Of course, the Winter Soldier has to know Clint's name already if he's standing there. He wouldn't have ever approached someone of Clint's reputation without doing some basic research first, and Clint is working this job under his real name.

There. Now the guy has two choices - to give out his name in return, or to walk away without messing with Clint any longer. Either way, he wins.

The smirk becomes a grin, and a dimple appears in the guy's cheek, and wow, for a world-renown assassin, he's very hot. How unfair. Not that Clint can talk, but still.

"Bucky Barnes," he replies easily, and he even shakes Clint's hand.

Huh. That sounds… suspiciously like a real name. No one would use the name 'Bucky' as a cover. It's too memorable. Did the Winter Soldier really just give Clint his real name? Okay, then. That deserves a reward.

"Nice to meet you, Bucky," he says. "I'll be done working in an hour, and then I've got to take the bike back to the shop. Want to grab something to eat after?" Because it's almost approaching dinnertime now, and the crowds tend to thin out as people leave in search of something more nourishing than a frozen treat to eat.

Clint's curious about what Bucky's response will be. Is he going to ask for Clint's number, in order to catch up with him later? Is he going to stand around and wait for Clint's job to be over? Is he going to stalk Clint back to the shop?

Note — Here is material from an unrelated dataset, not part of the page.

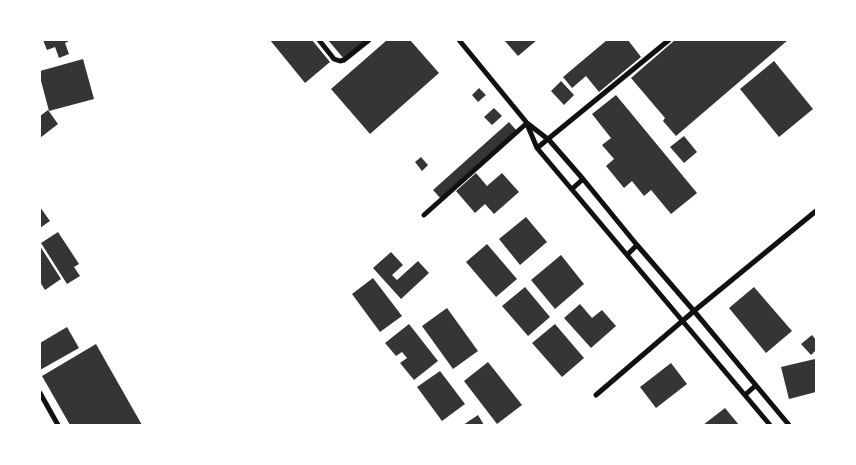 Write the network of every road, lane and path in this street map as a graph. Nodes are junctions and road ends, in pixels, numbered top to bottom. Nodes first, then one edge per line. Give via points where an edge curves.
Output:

Clint's still not sure whether or not Bucky's been sent to kill him, but. Well. Clint lives dangerously, sometimes. Recklessly, Natasha would say. She's going to be furious later that Clint didn't call her the second he came into contact with the Winter Soldier, but Clint wants to find out where this is going first.

"Sure," Bucky replies. "I'll meet you at the shop later."

Which means he either already knows where it is, or he's going to research the location right now. Either way, looks like Clint's got a date with the Winter Soldier tonight. And to think, he'd thought that this evening was going to be boring. Watching Bucky strut away from Clint's popsicle stand, he knows that, however this night ends, 'boring' will be the least accurate description ever.

And the guy has a great ass, Clint notices. Definitely worth possibly being set up or targeted by another assassin. Clint whistles cheerfully through the rest of his work shift, highly looking forward to whatever happens next.